Is Richard F. Unz, professor emeritus of engineering at Penn State, Ron’s father? No. This article says his dad’s name is Hilel Unz, “an Israeli [physicist] who settled in the United States”.
Here’s the obituary of Hillel Unz, physicist 1929-2011:
Graveside service for Hillel Unz, 82, Lawrence, was held at B’nai Israel cemetery, Eudora, on Sunday, Aug. 28.
Mr. Unz died Saturday, Aug. 27, 2011, at Lawrence Memorial Hospital.
He was born Aug. 15, 1929, in Darmstadt, Germany, the son of Moshe and Rivka Unz.
He moved to Haifa, Israel, with his family in 1932 and graduated from the Reali High School, Haifa, in 1947.
Mr. Unz served in the Israeli Defense Forces during the Israel war of Independence (1947-1949).
He received his Bachelor of Science in electronics in 1953 from the Israel Institute of Technology, Haifa. He received his Master of Science in 1954 and his doctorate degree in 1957, both from the Electrical Engineering Department, University of California, Berkeley.
He moved to Lawrence in 1957. Since that year he had been on the staff of the electrical and computer engineering department at Kansas University, first as an assistant professor, and since 1962 as a full professor of electrical engineering. He retired after 40 years in 1997. In the following years he continued his research.
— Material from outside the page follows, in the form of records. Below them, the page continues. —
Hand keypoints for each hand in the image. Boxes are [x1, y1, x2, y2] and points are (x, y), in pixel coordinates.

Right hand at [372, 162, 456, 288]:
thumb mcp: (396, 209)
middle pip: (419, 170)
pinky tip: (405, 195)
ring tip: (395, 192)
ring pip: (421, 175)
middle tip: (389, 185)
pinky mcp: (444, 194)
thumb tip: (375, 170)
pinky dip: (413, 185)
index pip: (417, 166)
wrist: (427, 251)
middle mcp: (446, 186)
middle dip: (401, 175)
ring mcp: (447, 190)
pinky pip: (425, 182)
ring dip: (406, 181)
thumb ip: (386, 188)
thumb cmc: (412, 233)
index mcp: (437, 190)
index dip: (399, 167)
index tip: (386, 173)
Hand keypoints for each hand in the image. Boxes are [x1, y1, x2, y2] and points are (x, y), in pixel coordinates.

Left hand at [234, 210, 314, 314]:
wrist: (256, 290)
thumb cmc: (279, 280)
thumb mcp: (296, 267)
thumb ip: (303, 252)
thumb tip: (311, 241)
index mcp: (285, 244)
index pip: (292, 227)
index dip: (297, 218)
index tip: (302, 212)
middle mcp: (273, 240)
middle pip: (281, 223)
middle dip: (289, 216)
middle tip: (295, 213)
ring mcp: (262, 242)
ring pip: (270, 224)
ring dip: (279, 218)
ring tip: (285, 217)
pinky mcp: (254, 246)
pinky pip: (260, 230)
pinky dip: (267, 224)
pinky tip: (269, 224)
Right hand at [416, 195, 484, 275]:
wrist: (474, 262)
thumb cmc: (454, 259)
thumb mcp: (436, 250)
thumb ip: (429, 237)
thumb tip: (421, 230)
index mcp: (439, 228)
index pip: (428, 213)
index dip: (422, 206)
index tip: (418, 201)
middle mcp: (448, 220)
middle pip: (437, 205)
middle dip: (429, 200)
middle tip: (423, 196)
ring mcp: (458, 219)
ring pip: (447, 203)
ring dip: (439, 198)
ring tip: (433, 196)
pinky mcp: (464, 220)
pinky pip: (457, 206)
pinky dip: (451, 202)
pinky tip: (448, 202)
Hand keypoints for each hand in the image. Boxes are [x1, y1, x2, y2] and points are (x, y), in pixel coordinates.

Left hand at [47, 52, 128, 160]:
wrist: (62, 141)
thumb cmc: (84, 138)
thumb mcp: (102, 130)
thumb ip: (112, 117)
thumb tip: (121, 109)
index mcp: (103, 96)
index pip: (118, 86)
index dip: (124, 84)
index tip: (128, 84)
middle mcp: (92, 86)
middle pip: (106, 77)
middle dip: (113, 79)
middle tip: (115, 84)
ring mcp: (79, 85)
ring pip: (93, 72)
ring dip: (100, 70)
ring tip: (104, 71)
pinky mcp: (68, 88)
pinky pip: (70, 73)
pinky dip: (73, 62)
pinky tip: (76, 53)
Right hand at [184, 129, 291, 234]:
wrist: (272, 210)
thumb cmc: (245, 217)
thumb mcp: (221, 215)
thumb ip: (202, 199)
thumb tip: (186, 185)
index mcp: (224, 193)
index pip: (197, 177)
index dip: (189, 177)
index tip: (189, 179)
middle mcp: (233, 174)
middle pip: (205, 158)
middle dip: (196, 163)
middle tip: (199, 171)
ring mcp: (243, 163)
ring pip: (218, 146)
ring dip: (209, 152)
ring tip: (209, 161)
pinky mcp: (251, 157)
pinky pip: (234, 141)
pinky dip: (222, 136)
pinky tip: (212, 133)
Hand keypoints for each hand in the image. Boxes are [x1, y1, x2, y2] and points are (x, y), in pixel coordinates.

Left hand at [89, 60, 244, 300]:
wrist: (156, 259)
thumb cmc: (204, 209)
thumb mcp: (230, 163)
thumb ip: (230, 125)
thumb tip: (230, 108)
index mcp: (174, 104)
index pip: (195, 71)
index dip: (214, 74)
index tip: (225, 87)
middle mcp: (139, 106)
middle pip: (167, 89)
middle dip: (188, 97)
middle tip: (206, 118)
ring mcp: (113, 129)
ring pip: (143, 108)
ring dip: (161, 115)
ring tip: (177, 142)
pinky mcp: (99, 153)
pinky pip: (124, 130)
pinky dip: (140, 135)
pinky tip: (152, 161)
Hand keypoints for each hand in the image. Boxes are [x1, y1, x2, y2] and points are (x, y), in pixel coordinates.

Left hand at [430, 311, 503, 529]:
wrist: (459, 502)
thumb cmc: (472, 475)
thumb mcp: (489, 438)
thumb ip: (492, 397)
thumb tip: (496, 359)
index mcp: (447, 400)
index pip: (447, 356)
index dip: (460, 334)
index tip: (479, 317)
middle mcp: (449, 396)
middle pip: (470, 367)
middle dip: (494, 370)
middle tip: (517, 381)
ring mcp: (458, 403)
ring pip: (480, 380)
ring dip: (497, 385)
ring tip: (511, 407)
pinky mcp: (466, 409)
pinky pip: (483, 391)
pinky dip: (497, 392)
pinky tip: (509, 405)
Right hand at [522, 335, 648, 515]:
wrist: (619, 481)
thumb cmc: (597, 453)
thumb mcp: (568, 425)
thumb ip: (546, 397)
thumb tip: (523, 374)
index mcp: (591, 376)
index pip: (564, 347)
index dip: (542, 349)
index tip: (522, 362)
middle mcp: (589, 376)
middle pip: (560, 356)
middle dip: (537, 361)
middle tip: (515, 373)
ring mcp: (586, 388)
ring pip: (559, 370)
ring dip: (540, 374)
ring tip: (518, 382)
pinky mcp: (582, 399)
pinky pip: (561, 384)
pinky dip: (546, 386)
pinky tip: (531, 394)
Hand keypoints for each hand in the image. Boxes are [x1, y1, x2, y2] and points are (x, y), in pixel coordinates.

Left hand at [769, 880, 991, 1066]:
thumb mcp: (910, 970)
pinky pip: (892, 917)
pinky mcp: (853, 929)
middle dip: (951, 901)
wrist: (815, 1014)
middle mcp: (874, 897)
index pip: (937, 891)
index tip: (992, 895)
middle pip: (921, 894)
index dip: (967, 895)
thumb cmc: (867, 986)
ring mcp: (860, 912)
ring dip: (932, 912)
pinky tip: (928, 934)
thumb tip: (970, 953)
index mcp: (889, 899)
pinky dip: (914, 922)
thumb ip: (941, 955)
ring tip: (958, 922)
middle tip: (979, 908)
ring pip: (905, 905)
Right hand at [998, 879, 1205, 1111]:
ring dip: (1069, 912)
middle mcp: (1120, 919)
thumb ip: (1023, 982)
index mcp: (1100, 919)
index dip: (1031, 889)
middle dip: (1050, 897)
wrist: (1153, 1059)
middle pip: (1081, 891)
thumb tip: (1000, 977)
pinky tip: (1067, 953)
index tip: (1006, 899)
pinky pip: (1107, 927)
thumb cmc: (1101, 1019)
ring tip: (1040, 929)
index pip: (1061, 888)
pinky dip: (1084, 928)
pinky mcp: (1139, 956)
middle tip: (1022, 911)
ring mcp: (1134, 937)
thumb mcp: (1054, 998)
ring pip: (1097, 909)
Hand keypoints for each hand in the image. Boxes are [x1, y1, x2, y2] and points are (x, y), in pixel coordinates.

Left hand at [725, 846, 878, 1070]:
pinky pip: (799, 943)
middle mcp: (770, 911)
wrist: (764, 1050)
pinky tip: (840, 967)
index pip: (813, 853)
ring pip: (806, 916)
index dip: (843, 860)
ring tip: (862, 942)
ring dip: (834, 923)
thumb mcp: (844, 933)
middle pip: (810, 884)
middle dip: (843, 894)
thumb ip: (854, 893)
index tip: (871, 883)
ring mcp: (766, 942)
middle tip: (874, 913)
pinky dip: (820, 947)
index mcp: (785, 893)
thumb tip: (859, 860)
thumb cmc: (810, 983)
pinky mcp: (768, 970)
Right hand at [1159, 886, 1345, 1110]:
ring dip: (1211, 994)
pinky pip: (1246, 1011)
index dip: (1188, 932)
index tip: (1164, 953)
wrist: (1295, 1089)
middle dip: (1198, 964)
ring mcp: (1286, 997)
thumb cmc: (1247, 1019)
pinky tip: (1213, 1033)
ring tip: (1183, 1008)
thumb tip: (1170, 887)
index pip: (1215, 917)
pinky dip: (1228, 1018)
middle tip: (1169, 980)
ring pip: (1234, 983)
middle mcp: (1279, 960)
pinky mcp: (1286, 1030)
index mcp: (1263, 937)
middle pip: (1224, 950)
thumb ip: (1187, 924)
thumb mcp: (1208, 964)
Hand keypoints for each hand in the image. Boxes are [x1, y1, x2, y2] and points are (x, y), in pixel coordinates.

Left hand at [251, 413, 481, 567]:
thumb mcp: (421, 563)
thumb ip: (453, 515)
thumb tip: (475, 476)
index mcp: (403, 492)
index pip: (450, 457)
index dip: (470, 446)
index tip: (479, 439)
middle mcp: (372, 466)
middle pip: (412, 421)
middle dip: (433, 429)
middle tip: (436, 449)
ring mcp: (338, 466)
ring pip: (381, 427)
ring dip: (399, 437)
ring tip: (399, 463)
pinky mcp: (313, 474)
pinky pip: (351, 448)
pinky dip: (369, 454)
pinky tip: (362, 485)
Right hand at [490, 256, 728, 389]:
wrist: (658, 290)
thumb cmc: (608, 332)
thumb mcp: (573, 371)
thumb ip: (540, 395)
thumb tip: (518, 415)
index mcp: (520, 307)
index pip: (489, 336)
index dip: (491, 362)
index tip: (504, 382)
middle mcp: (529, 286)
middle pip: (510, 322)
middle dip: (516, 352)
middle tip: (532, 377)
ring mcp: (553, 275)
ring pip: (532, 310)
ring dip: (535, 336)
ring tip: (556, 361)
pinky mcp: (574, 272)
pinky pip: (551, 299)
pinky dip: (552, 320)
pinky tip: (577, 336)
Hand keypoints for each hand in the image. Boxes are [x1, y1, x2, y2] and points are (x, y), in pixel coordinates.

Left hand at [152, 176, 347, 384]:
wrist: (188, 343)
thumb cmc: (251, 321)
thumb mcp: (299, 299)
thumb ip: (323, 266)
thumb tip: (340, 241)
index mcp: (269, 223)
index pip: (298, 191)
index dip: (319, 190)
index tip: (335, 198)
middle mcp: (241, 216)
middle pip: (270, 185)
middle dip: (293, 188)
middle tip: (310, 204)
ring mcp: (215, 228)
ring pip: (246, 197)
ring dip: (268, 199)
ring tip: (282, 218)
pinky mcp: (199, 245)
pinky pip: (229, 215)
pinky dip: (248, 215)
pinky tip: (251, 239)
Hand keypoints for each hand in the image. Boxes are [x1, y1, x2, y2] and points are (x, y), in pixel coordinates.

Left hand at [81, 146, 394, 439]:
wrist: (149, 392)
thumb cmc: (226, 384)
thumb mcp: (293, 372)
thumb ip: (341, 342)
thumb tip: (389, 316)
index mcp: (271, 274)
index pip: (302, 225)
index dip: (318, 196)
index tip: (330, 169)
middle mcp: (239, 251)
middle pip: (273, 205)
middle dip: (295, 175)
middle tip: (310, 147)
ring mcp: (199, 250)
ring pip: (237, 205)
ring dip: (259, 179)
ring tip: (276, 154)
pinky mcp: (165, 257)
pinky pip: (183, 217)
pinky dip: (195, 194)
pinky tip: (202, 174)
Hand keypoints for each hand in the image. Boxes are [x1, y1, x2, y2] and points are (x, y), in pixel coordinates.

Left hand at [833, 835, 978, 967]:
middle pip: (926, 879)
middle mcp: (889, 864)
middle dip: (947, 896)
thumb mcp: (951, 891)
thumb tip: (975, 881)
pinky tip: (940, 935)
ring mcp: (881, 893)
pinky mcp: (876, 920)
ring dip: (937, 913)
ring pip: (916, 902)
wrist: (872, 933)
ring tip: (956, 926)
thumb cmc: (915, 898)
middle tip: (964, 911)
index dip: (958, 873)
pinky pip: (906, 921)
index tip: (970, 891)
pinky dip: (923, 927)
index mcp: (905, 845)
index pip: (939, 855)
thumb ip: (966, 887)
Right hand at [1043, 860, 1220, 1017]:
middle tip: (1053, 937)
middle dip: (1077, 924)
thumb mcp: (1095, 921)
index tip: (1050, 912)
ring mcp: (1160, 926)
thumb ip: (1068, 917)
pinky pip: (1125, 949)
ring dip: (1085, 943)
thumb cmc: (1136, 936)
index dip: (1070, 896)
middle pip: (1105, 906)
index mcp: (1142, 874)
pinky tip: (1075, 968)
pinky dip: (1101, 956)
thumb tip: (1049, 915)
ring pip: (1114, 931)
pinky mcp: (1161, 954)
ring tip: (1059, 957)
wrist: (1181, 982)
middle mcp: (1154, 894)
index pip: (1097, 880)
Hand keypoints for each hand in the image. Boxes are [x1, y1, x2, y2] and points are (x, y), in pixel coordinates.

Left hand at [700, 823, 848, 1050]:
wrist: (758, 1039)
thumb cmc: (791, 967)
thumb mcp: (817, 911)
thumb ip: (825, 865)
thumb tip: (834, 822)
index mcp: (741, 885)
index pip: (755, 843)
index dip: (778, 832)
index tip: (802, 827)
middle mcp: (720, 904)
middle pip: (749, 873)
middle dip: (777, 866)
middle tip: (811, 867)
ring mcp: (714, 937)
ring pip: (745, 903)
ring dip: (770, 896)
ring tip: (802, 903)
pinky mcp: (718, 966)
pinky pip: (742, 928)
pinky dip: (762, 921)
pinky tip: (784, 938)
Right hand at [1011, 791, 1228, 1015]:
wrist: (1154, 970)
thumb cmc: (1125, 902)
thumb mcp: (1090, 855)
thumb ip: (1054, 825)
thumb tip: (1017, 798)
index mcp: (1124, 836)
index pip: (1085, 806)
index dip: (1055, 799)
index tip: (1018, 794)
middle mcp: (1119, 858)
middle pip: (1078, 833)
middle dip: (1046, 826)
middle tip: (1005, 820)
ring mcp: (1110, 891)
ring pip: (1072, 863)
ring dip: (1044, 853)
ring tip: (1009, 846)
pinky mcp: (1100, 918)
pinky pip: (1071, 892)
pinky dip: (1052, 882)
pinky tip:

He married Ruth Adam in 1960. They had three children. They divorced. He married Carolyn J. Graham in 1975. They divorced.
He was preceded in death by his daughter Maya.
Survivors include a daughter, Tali Unz, California; and a son, Danny Unz and wife Ariela, Lawrence and their children, Alon, Amir and Eyal.
Ron Unz does not get a mention in any of Hillel Unz’s obituaries.